What Frisoni paints passed in front of my eyes already, in front of many
peoples actually, thousand of times. But i was not paying attention, i thought
that a red light at the cross was a waste of time; as if the present time would be
a waste of time! The presence in the present time, the here and now: this passes
from the eyes - through heart and intelligence - at the dense and powerful
strokes of Frisoni's painting.
The Artist's research started from Man (the beautiful paintings of the 'Corporali
Anime' cycle) to return to Man, expressed from his personal point of view about
everything around him. This happens without any continuity.
A human figure, a green field after the rain, a snapshot of car traffic at sunset
on the lungomare in Rimini: all this come together with the same root
of existence and with the care for details, any detail, in the human and worldly
context all around him. You can easily feel a bit bewildered in front of a Frisoni
painting, the bemusement of finding fixed and mixed together, moments
and places looked but never really seen, photograms of life, brought back
from a remote place in the heart, that a luminous and intense painting recall.
A luminous painting, i was saying, and this is the first sensation you receive
by watching these paintings, a strong light, an instrument for revealing reality.

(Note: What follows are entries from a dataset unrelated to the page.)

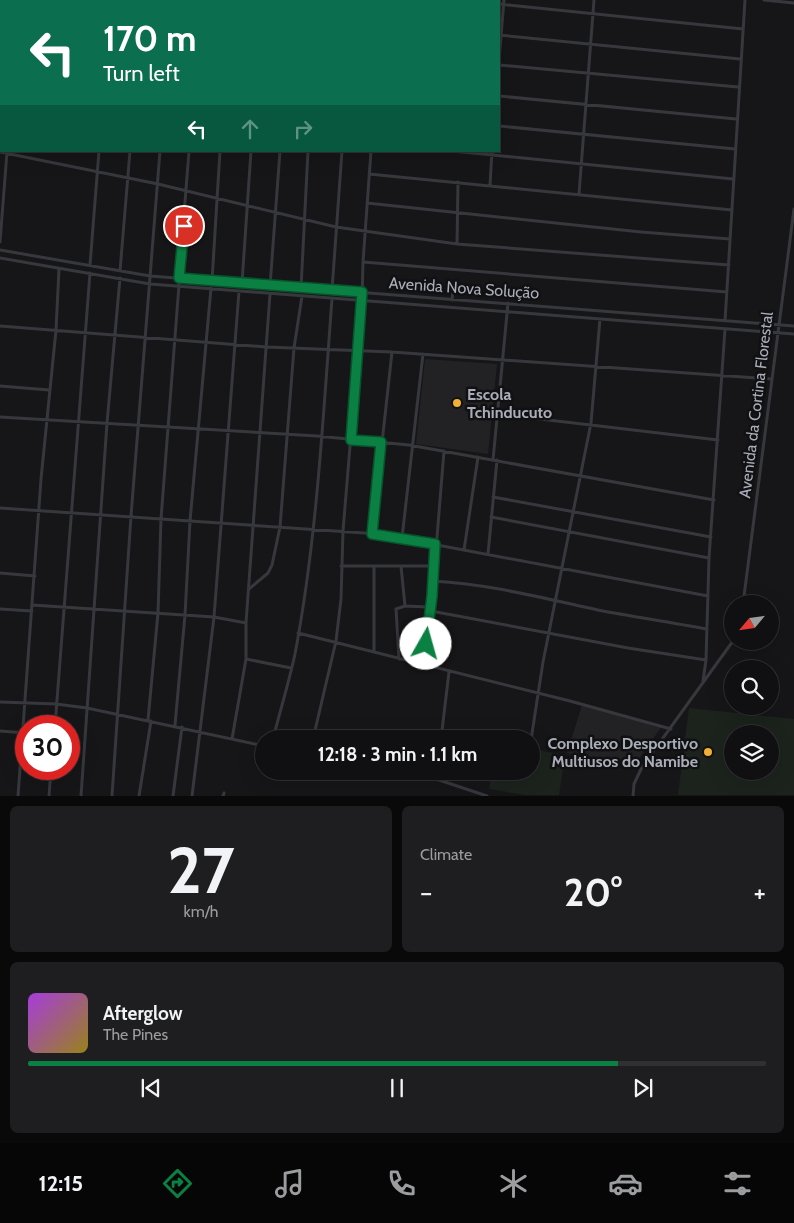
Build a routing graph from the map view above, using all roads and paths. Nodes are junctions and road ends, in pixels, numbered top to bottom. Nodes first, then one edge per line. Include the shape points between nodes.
1 (594, 0) edge
2 (745, 0) edge
3 (764, 0) edge
4 (504, 2) edge
5 (794, 3) edge
6 (592, 14) junction
7 (743, 29) junction
8 (500, 35) edge
9 (592, 44) junction
10 (740, 59) junction
11 (500, 63) edge
12 (589, 73) junction
13 (738, 87) junction
14 (500, 96) edge
15 (586, 105) junction
16 (736, 120) junction
17 (500, 126) edge
18 (585, 135) junction
19 (735, 149) junction
20 (0, 152) edge
21 (7, 152) edge
22 (99, 152) edge
23 (130, 152) edge
24 (160, 152) edge
25 (189, 152) edge
26 (220, 152) edge
27 (251, 152) edge
28 (280, 152) edge
29 (308, 152) edge
30 (342, 152) edge
31 (371, 152) edge
32 (472, 152) edge
33 (492, 153) edge
34 (582, 164) junction
35 (97, 171) junction
36 (369, 174) junction
37 (128, 178) junction
38 (733, 179) junction
39 (458, 182) junction
40 (158, 184) junction
41 (490, 185) junction
42 (186, 192) junction
43 (579, 194) junction
44 (217, 198) junction
45 (367, 203) junction
46 (247, 205) junction
47 (794, 209) edge
48 (732, 210) junction
49 (458, 212) junction
50 (275, 213) junction
51 (303, 221) junction
52 (336, 228) junction
53 (365, 232) junction
54 (730, 239) junction
55 (0, 242) edge
56 (457, 244) junction
57 (0, 250) edge
58 (0, 258) edge
59 (362, 262) junction
60 (90, 265) junction
61 (729, 265) junction
62 (59, 269) junction
63 (120, 271) junction
64 (90, 273) junction
65 (150, 276) junction
66 (120, 278) junction
67 (179, 278) junction
68 (212, 281) junction
69 (454, 282) dead end
70 (242, 283) junction
71 (150, 284) junction
72 (179, 285) junction
73 (270, 286) junction
74 (211, 288) junction
75 (301, 288) junction
76 (332, 290) junction
77 (239, 291) junction
78 (362, 292) junction
79 (727, 292) junction
80 (270, 294) junction
81 (302, 296) junction
82 (332, 299) junction
83 (452, 300) junction
84 (362, 301) junction
85 (508, 303) junction
86 (508, 311) junction
87 (600, 319) junction
88 (725, 321) junction
89 (779, 325) junction
90 (0, 326) edge
91 (794, 326) edge
92 (725, 329) junction
93 (56, 330) junction
94 (86, 333) junction
95 (778, 333) junction
96 (794, 334) edge
97 (115, 335) junction
98 (146, 338) junction
99 (176, 340) junction
100 (207, 342) junction
101 (235, 344) junction
102 (266, 347) junction
103 (294, 348) junction
104 (328, 350) junction
105 (358, 351) junction
106 (392, 352) junction
107 (423, 354) junction
108 (502, 359) junction
109 (595, 367) junction
110 (723, 375) junction
111 (772, 379) junction
112 (0, 386) edge
113 (50, 390) junction
114 (497, 414) junction
115 (0, 417) edge
116 (46, 418) junction
117 (78, 420) junction
118 (107, 422) junction
119 (591, 423) junction
120 (139, 425) junction
121 (169, 427) junction
122 (199, 429) junction
123 (229, 431) junction
124 (260, 434) junction
125 (287, 435) junction
126 (320, 437) junction
127 (351, 440) junction
128 (718, 440) junction
129 (381, 442) junction
130 (412, 446) junction
131 (444, 451) junction
132 (478, 457) junction
133 (495, 460) junction
134 (581, 477) junction
135 (493, 497) junction
136 (714, 500) junction
137 (0, 508) edge
138 (39, 510) junction
139 (575, 511) junction
140 (71, 512) junction
141 (100, 514) junction
142 (131, 516) junction
143 (491, 517) junction
144 (161, 519) junction
145 (190, 521) junction
146 (222, 523) junction
147 (253, 525) junction
148 (280, 527) junction
149 (312, 529) junction
150 (342, 531) junction
151 (569, 532) junction
152 (372, 534) junction
153 (711, 537) junction
154 (402, 538) junction
155 (435, 544) junction
156 (464, 550) junction
157 (488, 554) junction
158 (709, 558) junction
159 (341, 566) junction
160 (374, 566) junction
161 (401, 566) junction
162 (433, 566) junction
163 (561, 568) junction
164 (0, 573) edge
165 (35, 576) junction
166 (433, 581) junction
167 (248, 590) junction
168 (744, 595) edge
169 (708, 596) junction
170 (556, 599) junction
171 (32, 605) junction
172 (63, 606) junction
173 (405, 606) junction
174 (94, 608) junction
175 (0, 609) edge
176 (430, 610) junction
177 (32, 611) junction
178 (126, 611) junction
179 (158, 613) junction
180 (185, 615) junction
181 (214, 617) junction
182 (246, 623) junction
183 (706, 629) junction
184 (550, 632) junction
185 (298, 633) junction
186 (336, 641) junction
187 (726, 650) edge
188 (374, 652) junction
189 (246, 659) junction
190 (399, 659) junction
191 (706, 660) junction
192 (423, 666) junction
193 (291, 668) junction
194 (449, 672) junction
195 (703, 681) junction
196 (538, 693) junction
197 (0, 702) edge
198 (24, 704) junction
199 (56, 704) junction
200 (87, 708) junction
201 (118, 714) junction
202 (24, 715) edge
203 (56, 715) edge
204 (149, 721) junction
205 (175, 726) junction
206 (182, 727) junction
207 (671, 729) junction
208 (275, 730) edge
209 (315, 730) edge
210 (442, 730) edge
211 (532, 730) edge
212 (200, 731) junction
213 (0, 732) edge
214 (15, 733) edge
215 (232, 739) junction
216 (255, 744) edge
217 (20, 780) edge
218 (50, 780) edge
219 (439, 780) edge
220 (18, 796) edge
221 (49, 796) edge
222 (80, 796) edge
223 (112, 796) edge
224 (139, 796) edge
225 (173, 796) edge
226 (192, 796) edge
227 (487, 796) edge
228 (632, 796) edge

1 - 6 street
2 - 7 street
3 - 5 street
4 - 6 street
4 - 8 street
6 - 7 street
6 - 9 street
7 - 10 street
8 - 9 street
9 - 10 street
9 - 12 street
10 - 13 street
11 - 12 street
12 - 13 street
12 - 15 street
13 - 16 street
14 - 15 street
15 - 16 street
15 - 18 street
16 - 19 street
17 - 18 street
18 - 19 street
18 - 34 street
19 - 38 street
20 - 21 street
21 - 35 street
21 - 55 street
22 - 35 street
23 - 37 street
24 - 40 street
25 - 42 street
26 - 44 street
27 - 46 street
28 - 50 street
29 - 51 street
30 - 52 street
31 - 36 street
32 - 33 street
33 - 34 street
33 - 41 street
34 - 38 street
34 - 43 street
35 - 37 street
35 - 60 street
36 - 39 street
36 - 45 street
37 - 40 street
37 - 63 street
38 - 48 street
39 - 41 street
39 - 49 street
40 - 42 street
40 - 65 street
41 - 43 street
42 - 44 street
42 - 67 street
43 - 48 street
44 - 46 street
44 - 68 street
45 - 49 street
45 - 53 street
46 - 50 street
46 - 70 street
47 - 89 street, Avenida da Cortina Florestal
48 - 54 street
49 - 54 street
49 - 56 street
50 - 51 street
50 - 73 street
51 - 52 street
51 - 75 street
52 - 53 street
52 - 76 street
53 - 56 street
53 - 59 street
54 - 61 street
56 - 61 street
57 - 60 street, Avenida Nova Solução
58 - 62 street, Avenida Nova Solução
59 - 78 street
59 - 79 street
60 - 63 street, Avenida Nova Solução
61 - 79 street
62 - 64 street, Avenida Nova Solução
62 - 93 street
63 - 65 street, Avenida Nova Solução
64 - 66 street, Avenida Nova Solução
64 - 94 street
65 - 67 street, Avenida Nova Solução
65 - 71 street
66 - 71 street, Avenida Nova Solução
66 - 97 street
67 - 68 street, Avenida Nova Solução
68 - 70 street, Avenida Nova Solução
69 - 83 street
70 - 73 street, Avenida Nova Solução
71 - 72 street, Avenida Nova Solução
71 - 98 street
72 - 74 street, Avenida Nova Solução
72 - 99 street
73 - 75 street, Avenida Nova Solução
74 - 77 street, Avenida Nova Solução
74 - 100 street
75 - 76 street, Avenida Nova Solução
76 - 78 street, Avenida Nova Solução
77 - 80 street, Avenida Nova Solução
77 - 101 street
78 - 83 street, Avenida Nova Solução
78 - 84 street
79 - 88 street
80 - 81 street, Avenida Nova Solução
80 - 102 street
81 - 82 street, Avenida Nova Solução
81 - 103 street
82 - 84 street, Avenida Nova Solução
82 - 104 street
83 - 85 street, Avenida Nova Solução
84 - 86 street, Avenida Nova Solução
84 - 105 street
85 - 86 street
85 - 88 street, Avenida Nova Solução
86 - 87 street, Avenida Nova Solução
86 - 108 street
87 - 92 street, Avenida Nova Solução
87 - 109 street
88 - 89 street, Avenida Nova Solução
89 - 91 street, Avenida Nova Solução
89 - 95 street, Avenida da Cortina Florestal
90 - 93 street
92 - 95 street, Avenida Nova Solução
92 - 110 street
93 - 94 street
93 - 113 street
94 - 97 street
94 - 117 street
95 - 96 street, Avenida Nova Solução
95 - 111 street, Avenida da Cortina Florestal
97 - 98 street
97 - 118 street
98 - 99 street
98 - 120 street
99 - 100 street
99 - 121 street
100 - 101 street
100 - 122 street
101 - 102 street
101 - 123 street
102 - 103 street
102 - 124 street
103 - 104 street
103 - 125 street
104 - 105 street
104 - 126 street
105 - 106 street
105 - 127 street
106 - 107 street
106 - 129 street
107 - 108 street
107 - 130 street
108 - 109 street
108 - 114 street
109 - 110 street
109 - 119 street
110 - 111 street
110 - 128 street
111 - 168 street, Avenida da Cortina Florestal
112 - 113 street
113 - 116 street
114 - 119 street
114 - 133 street
115 - 116 street
116 - 117 street
116 - 138 street
117 - 118 street
117 - 140 street
118 - 120 street
118 - 141 street
119 - 128 street
119 - 134 street
120 - 121 street
120 - 142 street
121 - 122 street
121 - 144 street
122 - 123 street
122 - 145 street
123 - 124 street
123 - 146 street
124 - 125 street
124 - 147 street
125 - 126 street
125 - 148 street
126 - 127 street
126 - 149 street
127 - 129 street
127 - 150 street
128 - 136 street
129 - 130 street
129 - 152 street
130 - 131 street
130 - 154 street
131 - 132 street
131 - 155 street
132 - 133 street
132 - 156 street
133 - 134 street
133 - 135 street
134 - 136 street
134 - 139 street
135 - 139 street
135 - 143 street
136 - 153 street
137 - 138 street
138 - 140 street
138 - 165 street
139 - 151 street
139 - 153 street
140 - 141 street
140 - 172 street
141 - 142 street
141 - 174 street
142 - 144 street
142 - 178 street
143 - 151 street
143 - 157 street
144 - 145 street
144 - 179 street
145 - 146 street
145 - 180 street
146 - 147 street
146 - 181 street
147 - 148 street
147 - 167 street
148 - 149 street
148 - 167 street via 268,573
149 - 150 street
149 - 185 street
150 - 152 street
150 - 159 street
151 - 158 street
151 - 163 street
152 - 154 street
153 - 158 street
154 - 155 street
155 - 156 street
155 - 162 street
156 - 157 street
157 - 163 street
158 - 169 street
159 - 160 street
159 - 186 street
160 - 161 street
160 - 188 street
161 - 162 street
161 - 173 street
162 - 166 street
163 - 169 street
163 - 170 street
164 - 165 street
165 - 171 street
166 - 170 street via 471,583
166 - 176 street
167 - 182 street
169 - 183 street
170 - 183 street via 597,610
170 - 184 street
171 - 172 street
171 - 177 street
172 - 174 street
172 - 199 street
173 - 176 street via 428,607
173 - 190 street via 396,609
174 - 178 street
174 - 200 street
175 - 177 street
176 - 184 street
176 - 192 street
177 - 198 street
178 - 179 street
178 - 201 street
179 - 180 street
179 - 204 street
180 - 181 street
180 - 205 street
181 - 182 street
181 - 212 street
182 - 189 street
183 - 191 street
184 - 191 street
184 - 196 street
185 - 186 street
185 - 193 street
186 - 188 street
186 - 209 street
187 - 195 street
188 - 190 street
189 - 193 street
189 - 215 street
190 - 192 street
191 - 195 street
192 - 194 street
193 - 208 street
194 - 196 street
194 - 210 street
195 - 207 street
196 - 207 street
196 - 211 street
197 - 198 street
198 - 199 street
198 - 202 street
199 - 200 street
199 - 203 street
200 - 201 street
200 - 222 street
201 - 204 street
201 - 223 street
204 - 205 street
204 - 224 street
205 - 206 street
206 - 212 street
206 - 225 street
207 - 228 street via 642,767
212 - 215 street via 212,737
212 - 226 street
213 - 214 street
215 - 216 street
217 - 220 street
218 - 221 street
219 - 227 street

So you can discover how Frisoni saw our human likeness when, in the evening,
a rainy one, a traffic jam forces us to watch what lies around us, boat-masts
in the harbour, strong reflexes on wet asphalt, or the lights of other people's cars.
People like us, tired, distracted by mechanisms making us forget that time
is one thing, that here starts, maybe, ethernity.
That is why i enjoyed stopping in front of Frisoni's visions, many times i would
have wanted a chair and some time, quiet, as the one you find in museums.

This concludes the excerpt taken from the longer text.